There must be something in the air, because I've been having an overwhelming urge to completely redesign my website. I'm not sure what I want to change about it, but I want it to look...I dunno...more professional. There are several journals that I read besides the ones in the NotAWebring, and a few of those have revamped recently. And of course Ron Collins has a superb site, crisp and clean and extremely classy-looking. I don't know diddly-jack about the more esoteric elements of web design though. I fake it, basically, coding from scratch in WordPad with dorky ole HTML. I don't know Java or Perl, or DHTML or any of the other nifty-cool-whiz-bang things that make up the super-neato websites. And, to be honest, I'm not sure I really want to sit down and learn all of that stuff, since all I'm going to do with it is do my own website.

But I am itching for a different look. This may require some thought.

I have Rosacea.

I've known...or rather, I've suspected for quite some time. I first got an inkling that there was something wrong back in the late spring of this year when my mother commented on how my face was sunburned--when I hadn't been out in the sun in a while. But I still didn't think much of it. Sometimes faces get red, or maybe I had been out in the sun and just hadn't realized that I'd been burned. Or maybe it was all the exercising I was doing. It would go away.

But it didn't. It slowly got worse, and more pronounced, and I battled the redness with makeup and cover-stick. It persisted through Clarion, and I began to think that maybe I did have Rosacea. I'm still not sure where I first heard of it--maybe an ad, or maybe conversation. But it certainly wasn't going away on its own, and more and more people began to ask me why I was blushing, or comment on my "pink cheeks." I became intensely self-conscious of my face, and manic about make-up. When I returned home after Clarion I intended to immediately go find a dermatologist and see what could be done about it. But to my dismay, our insurance company had gone bankrupt in my absence, and I was forced to wait until October for new coverage. My face got redder, and I began having to deal with the acne-like lesions that sometimes accompany Rosacea.

We finally got our new insurance at the beginning of October, and I was able to make an appointment with a dermatologist, though I was somewhat distressed to find that every dermatologist I called had a nearly full patient load, and the soonest I'd be able to get an appointment was late October.

When I eventually made it in to see the doctor it was almost anticlimactic. She asked me what the trouble was, and I replied, "I think I have Rosacea." She gave a firm nod, and said, "Yes, you most certainly do." And then she proceeded to write me out prescriptions for oral antibiotics, and Metrogel, the standard treatment for Rosacea. My doctor warned me that it might take months before I saw any improvement, but to my intense delight and relief, I saw visible lessening of the redness in just over a week. It's been almost eight weeks now since I began treatment, and I'm almost comfortable enough to go out without makeup.

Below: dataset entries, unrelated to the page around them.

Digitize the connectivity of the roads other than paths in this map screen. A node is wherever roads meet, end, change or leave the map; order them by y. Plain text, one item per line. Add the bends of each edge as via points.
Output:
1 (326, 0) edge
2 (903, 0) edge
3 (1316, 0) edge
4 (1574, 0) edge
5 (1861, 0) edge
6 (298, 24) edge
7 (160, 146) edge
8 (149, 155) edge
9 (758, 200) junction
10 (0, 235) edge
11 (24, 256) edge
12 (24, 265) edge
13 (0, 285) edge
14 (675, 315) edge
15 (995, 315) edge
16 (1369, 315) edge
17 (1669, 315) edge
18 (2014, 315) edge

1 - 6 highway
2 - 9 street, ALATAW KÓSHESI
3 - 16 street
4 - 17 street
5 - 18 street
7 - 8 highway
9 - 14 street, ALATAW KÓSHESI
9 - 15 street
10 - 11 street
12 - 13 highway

No one knows what causes Rosacea, and there's no cure for it--all that can be done is to treat the symptoms. There are a number of factors that can trigger a flare-up of Rosacea; I'm fairly certain that the high levels of stress that I was going through this spring were a factor in my case. Or perhaps it was the trips to the beach, or the heavy exercise. It's tough to say, and I'm still slowly working on figuring out what my personal triggers are for flare-ups. I'm intensely grateful that coffee is not one for me. I'm not sure I could live in a world without coffee.

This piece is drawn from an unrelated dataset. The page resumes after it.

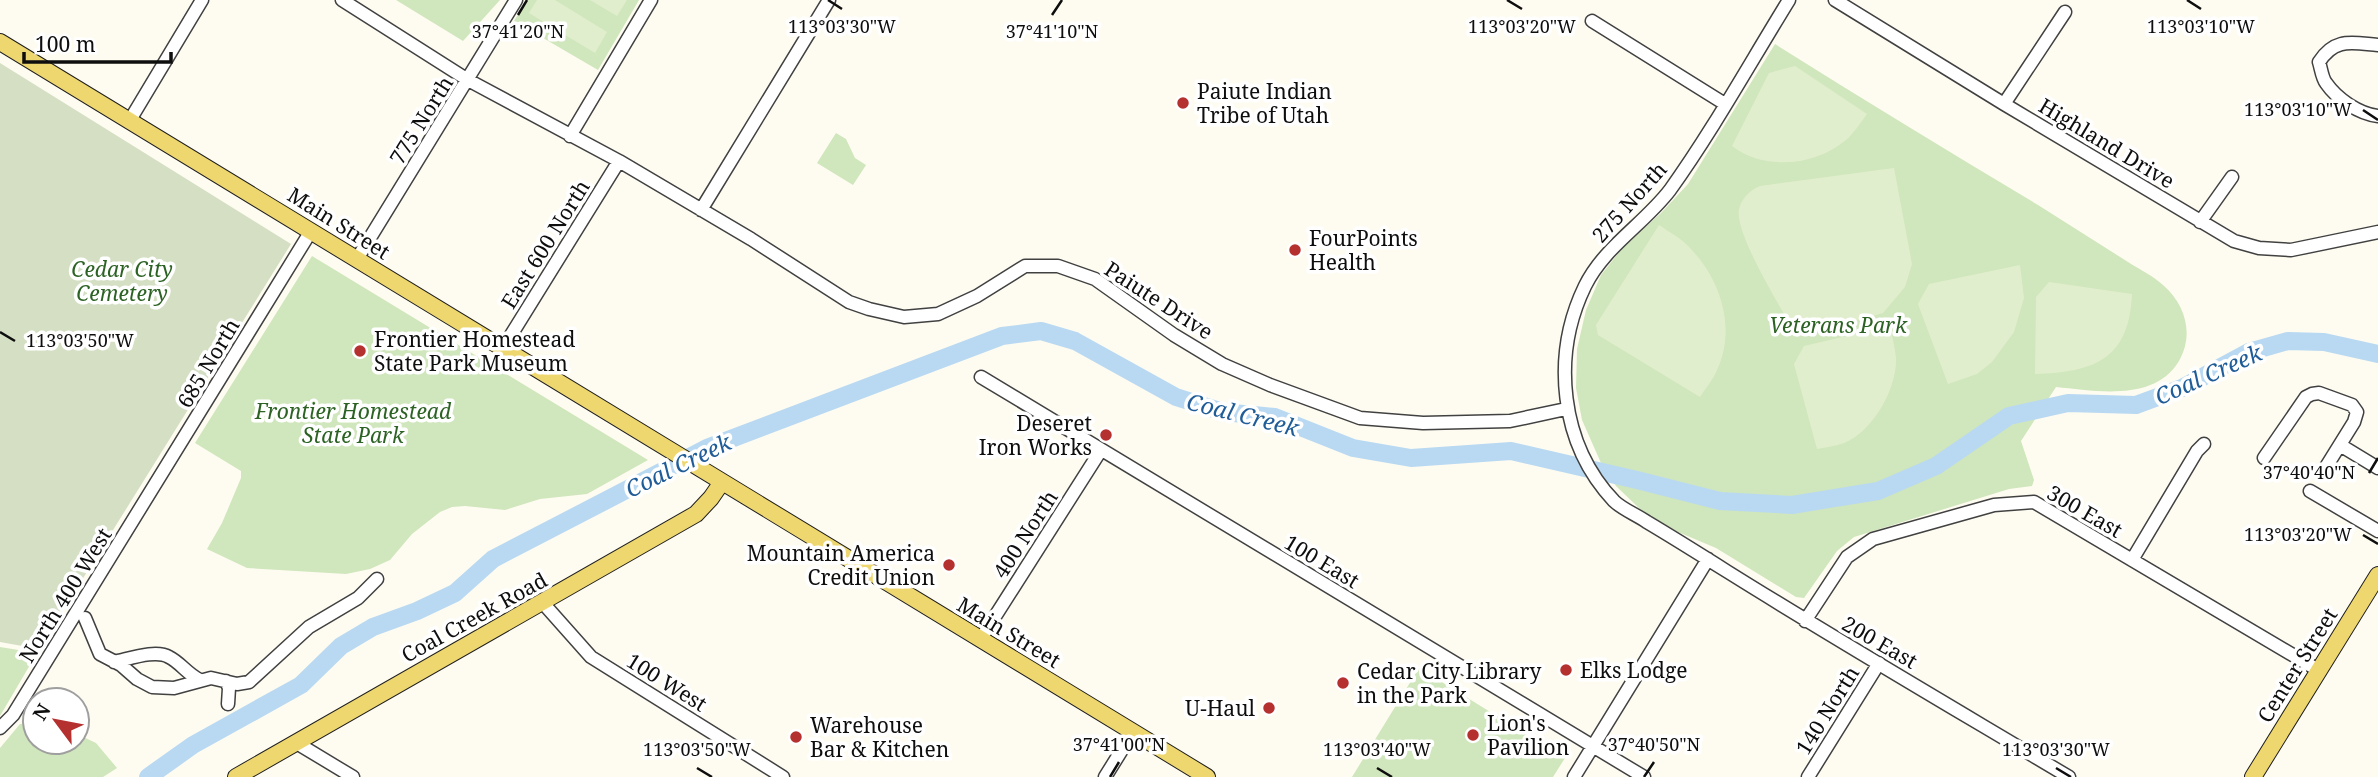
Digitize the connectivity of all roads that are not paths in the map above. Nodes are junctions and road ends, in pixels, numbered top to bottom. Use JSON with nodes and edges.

I was reluctant to mention it in this journal for a very long time. Purely ego, I'm not ashamed to admit. Rosacea makes one ugly and unattractive, or at least it seems that way to the sufferer. After the fifteenth time someone asks you why you're blushing, you want to crawl under a rock. I think I'm only comfortable talking about it now because it is coming under control. I'm not in remission, but I'm hoping that I get there someday.

Anyway, if you think you might have it, or know someone who might, check out the National Rosacea Society's website.